## TASK ITEM
What lines below hold the string "road"? Copy them all.

## DATASET RECORDS
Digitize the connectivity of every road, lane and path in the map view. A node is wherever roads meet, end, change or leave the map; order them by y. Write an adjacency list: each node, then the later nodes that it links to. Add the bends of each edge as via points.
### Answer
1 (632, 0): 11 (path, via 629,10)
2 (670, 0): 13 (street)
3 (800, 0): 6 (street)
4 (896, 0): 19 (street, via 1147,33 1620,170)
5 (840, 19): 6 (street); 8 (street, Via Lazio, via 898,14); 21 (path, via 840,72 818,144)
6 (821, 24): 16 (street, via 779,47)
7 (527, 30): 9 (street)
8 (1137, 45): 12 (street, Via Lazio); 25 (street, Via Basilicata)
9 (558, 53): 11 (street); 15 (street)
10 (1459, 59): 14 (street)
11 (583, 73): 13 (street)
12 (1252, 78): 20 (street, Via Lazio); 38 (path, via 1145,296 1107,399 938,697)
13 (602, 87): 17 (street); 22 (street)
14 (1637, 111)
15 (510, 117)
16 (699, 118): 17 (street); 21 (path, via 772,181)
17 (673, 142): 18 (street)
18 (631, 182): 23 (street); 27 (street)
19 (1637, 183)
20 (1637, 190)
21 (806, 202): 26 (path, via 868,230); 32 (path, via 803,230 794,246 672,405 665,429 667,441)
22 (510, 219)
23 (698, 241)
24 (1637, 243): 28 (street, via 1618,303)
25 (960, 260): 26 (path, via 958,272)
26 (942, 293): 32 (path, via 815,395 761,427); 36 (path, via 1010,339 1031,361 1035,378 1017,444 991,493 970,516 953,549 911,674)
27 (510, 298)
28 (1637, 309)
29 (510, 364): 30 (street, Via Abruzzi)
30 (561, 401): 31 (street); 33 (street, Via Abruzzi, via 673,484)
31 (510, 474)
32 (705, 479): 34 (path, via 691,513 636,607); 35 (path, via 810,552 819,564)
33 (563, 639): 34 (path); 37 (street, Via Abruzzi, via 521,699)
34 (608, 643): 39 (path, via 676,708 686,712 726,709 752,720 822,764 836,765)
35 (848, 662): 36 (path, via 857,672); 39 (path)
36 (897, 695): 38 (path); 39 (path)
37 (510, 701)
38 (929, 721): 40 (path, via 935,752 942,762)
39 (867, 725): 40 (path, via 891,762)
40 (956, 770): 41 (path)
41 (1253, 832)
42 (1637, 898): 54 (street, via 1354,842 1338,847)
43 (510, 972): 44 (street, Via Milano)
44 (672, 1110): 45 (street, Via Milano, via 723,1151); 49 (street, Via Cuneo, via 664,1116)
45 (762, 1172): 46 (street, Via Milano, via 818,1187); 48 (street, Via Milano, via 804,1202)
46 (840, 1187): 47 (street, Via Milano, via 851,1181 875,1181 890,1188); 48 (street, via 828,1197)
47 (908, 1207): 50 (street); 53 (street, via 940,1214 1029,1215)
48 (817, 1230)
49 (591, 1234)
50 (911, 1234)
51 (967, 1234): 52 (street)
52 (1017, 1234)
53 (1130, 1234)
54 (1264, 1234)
---
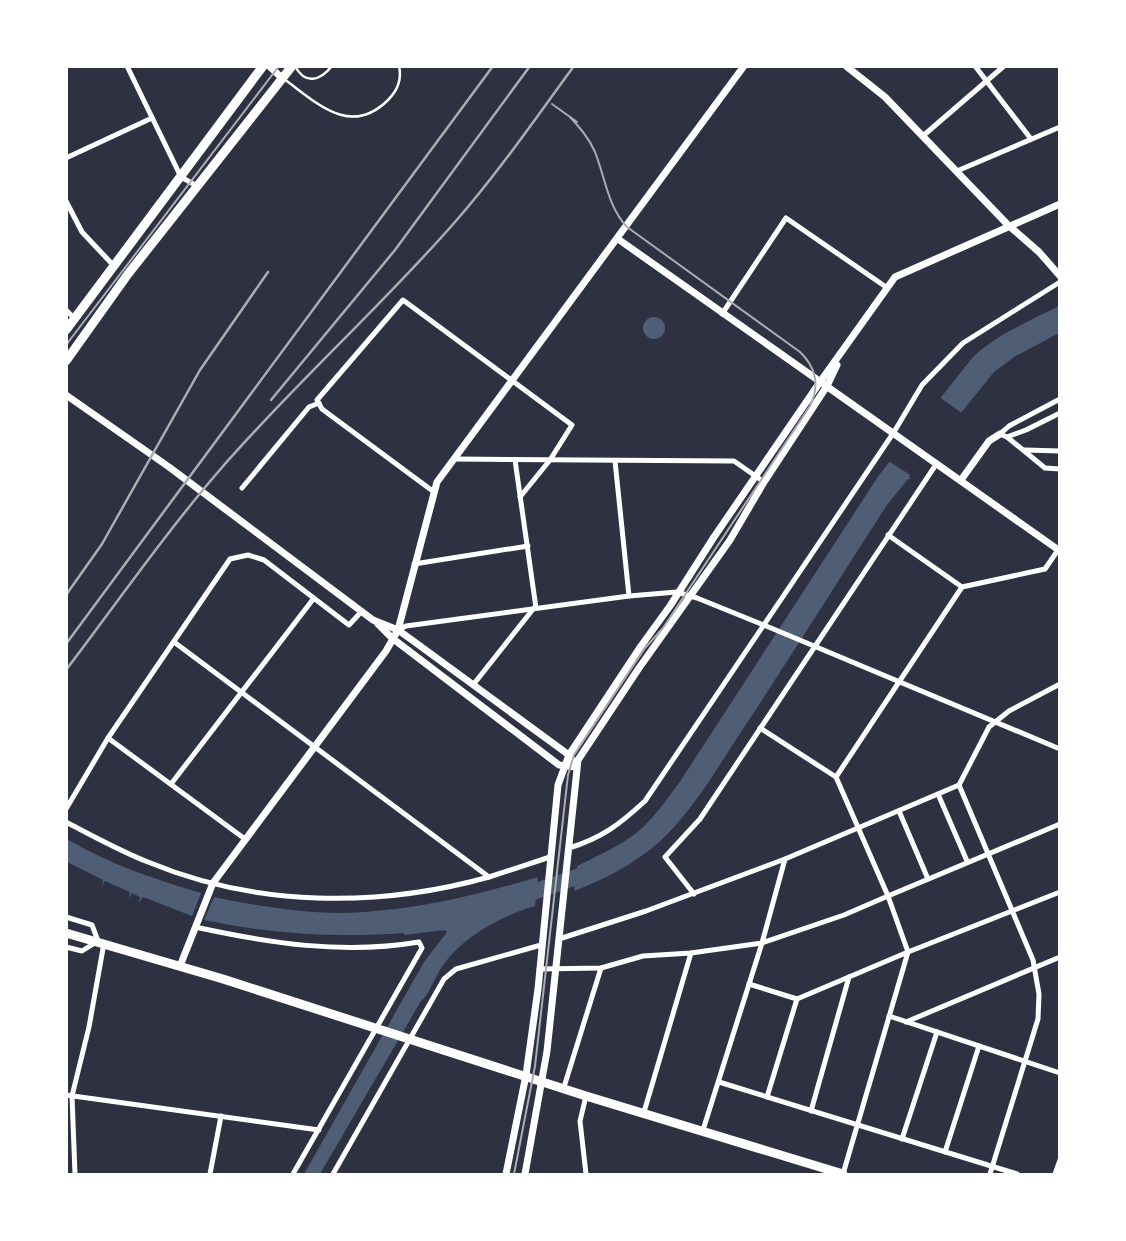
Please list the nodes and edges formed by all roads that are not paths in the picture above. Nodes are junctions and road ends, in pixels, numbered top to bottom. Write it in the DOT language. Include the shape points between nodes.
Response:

## REPLY
Digitize the connectivity of every road, lane and path in the map view. A node is wherever roads meet, end, change or leave the map; order them by y. Write an adjacency list: each node, then the later nodes that it links to. Add the bends of each edge as via points.
Please list the nodes and edges formed by all roads that are not paths in the picture above. Nodes are junctions and road ends, in pixels, numbered top to bottom. Write it in the DOT language. Include the shape points between nodes.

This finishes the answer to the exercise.